Машенька поняла, что убьет эту белобрысую блядчонку, беспардонно, в открытую, насмехающуюся над ее отцом. Да она сама, впрочем, едва сдерживалась от смеха. Вслед за этим Маша ощутила одновременно неловкость и злость, и последнее чувство, похоже, побеждало. В метре от двери к полу был прикреплен – так мастерски, что казался вырастающим прямо из половиц, – здоровенный деревянный член, этакий дильдо великанши. Натуралистично выполненный, покрытый глянцевым лаком и посему беззастенчиво сверкавший даже сквозь покрывавший его слой пыли.

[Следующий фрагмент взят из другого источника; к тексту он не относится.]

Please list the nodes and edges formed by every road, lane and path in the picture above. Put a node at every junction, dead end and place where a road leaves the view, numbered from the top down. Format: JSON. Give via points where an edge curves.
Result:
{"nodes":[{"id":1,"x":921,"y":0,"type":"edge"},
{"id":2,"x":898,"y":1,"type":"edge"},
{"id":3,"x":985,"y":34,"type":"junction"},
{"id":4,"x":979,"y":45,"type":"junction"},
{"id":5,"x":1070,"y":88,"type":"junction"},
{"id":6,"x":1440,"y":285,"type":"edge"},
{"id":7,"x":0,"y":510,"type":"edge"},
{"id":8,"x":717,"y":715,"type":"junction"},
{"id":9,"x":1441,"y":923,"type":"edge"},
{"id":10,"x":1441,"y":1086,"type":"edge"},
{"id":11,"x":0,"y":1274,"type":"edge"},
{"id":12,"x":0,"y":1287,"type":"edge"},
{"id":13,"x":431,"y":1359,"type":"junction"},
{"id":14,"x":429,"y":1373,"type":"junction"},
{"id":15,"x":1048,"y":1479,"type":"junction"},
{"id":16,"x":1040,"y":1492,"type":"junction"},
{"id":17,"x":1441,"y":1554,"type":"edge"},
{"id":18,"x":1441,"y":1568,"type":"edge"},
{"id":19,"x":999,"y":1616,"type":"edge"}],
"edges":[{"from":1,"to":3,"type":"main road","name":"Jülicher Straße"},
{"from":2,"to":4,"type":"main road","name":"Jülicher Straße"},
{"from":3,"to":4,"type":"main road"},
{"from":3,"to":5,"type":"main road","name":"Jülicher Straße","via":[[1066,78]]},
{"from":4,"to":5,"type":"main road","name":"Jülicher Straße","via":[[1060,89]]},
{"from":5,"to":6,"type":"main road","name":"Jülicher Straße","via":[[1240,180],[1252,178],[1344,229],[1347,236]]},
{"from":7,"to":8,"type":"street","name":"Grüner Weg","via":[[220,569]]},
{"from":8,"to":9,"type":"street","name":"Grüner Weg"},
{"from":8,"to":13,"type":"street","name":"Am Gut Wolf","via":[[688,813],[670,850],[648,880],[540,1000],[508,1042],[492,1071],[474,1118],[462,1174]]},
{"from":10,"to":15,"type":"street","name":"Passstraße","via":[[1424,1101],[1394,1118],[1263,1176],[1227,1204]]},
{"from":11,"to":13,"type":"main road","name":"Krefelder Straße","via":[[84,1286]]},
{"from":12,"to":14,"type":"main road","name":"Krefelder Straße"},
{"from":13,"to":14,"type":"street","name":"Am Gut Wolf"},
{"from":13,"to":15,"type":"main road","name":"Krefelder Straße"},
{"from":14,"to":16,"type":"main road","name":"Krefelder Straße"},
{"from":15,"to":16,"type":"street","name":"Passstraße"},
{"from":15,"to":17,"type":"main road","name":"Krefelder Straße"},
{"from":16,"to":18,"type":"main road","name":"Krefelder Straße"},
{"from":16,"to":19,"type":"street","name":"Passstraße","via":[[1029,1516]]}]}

Маша протянула руку и погладила… нет, не пораженная мощью вздыбленной деревянной плоти, просто испытала внезапную потребность прикоснуться, будто хотела проникнуть в мысли родителя, в безумном своем одиночестве выстрогавшего это непотребное чудо.

– Машк, сдается мне, твой папашка здорово озабоченным был, – проговорил Борька с уважением. И подумал, поежившись, не припрятал ли где покойник другие части деревянного сынка.

– Не в такой степени, как некоторые, – сказала Маша и посмотрела ему словно в душу. Бездонная синь её глаз будто втягивала его воронками расширенных зрачков.

– Это ты на кого намекаешь? – самодовольно осклабился Вадька.

– Не о тебе речь. Уж я-то знаю, – сказала Маша, обернувшись к нему.

– А по-моему, – как-то чересчур резко бросил Борис, одернув свою огромную куртку, и продолжил, кашлянув, – это вовсе не то, о чем все подумали. Как раз тщательность обработки деталей навела меня на мысль…

– Да каких там деталей! – всплеснула руками Маша – браслетики звякнули, падая вниз по предплечьям. – Все, как полагается, не считая, к сожалению, габаритов. Что до некоторых деталей, уверяю тебя, они в точности соответствуют. А твои стерты. Истерзал свою морковку, придурок, и строит из себя…

– Зачем ты так? – промямлил Борька едва слышно, зыркнул затравленно, и вышел.

– Вот-вот, иди, займись тем, что тебя так успокаивает, – Маша разъяренно обернулась к Любе – волосы взвились рыжим всполохом, – но та лишь вытаращила глаза и приложила ко рту ладони. Потом отлепила импровизированный пластырь, и выпалила:

– Молчу-молчу-молчу, – и вновь ладошки на губах.

– Простите, – прошептала Маша. И расплакалась. Она рыдала несколько минут.

– Не обезводилась? – произнес Вадька с интересом мелиоратора.

Маша, всхлипнув, кивнула.

– Не могу я, просто не могу, – проговорила она. И совершенно детским жестом утерла раскрасневшийся нос.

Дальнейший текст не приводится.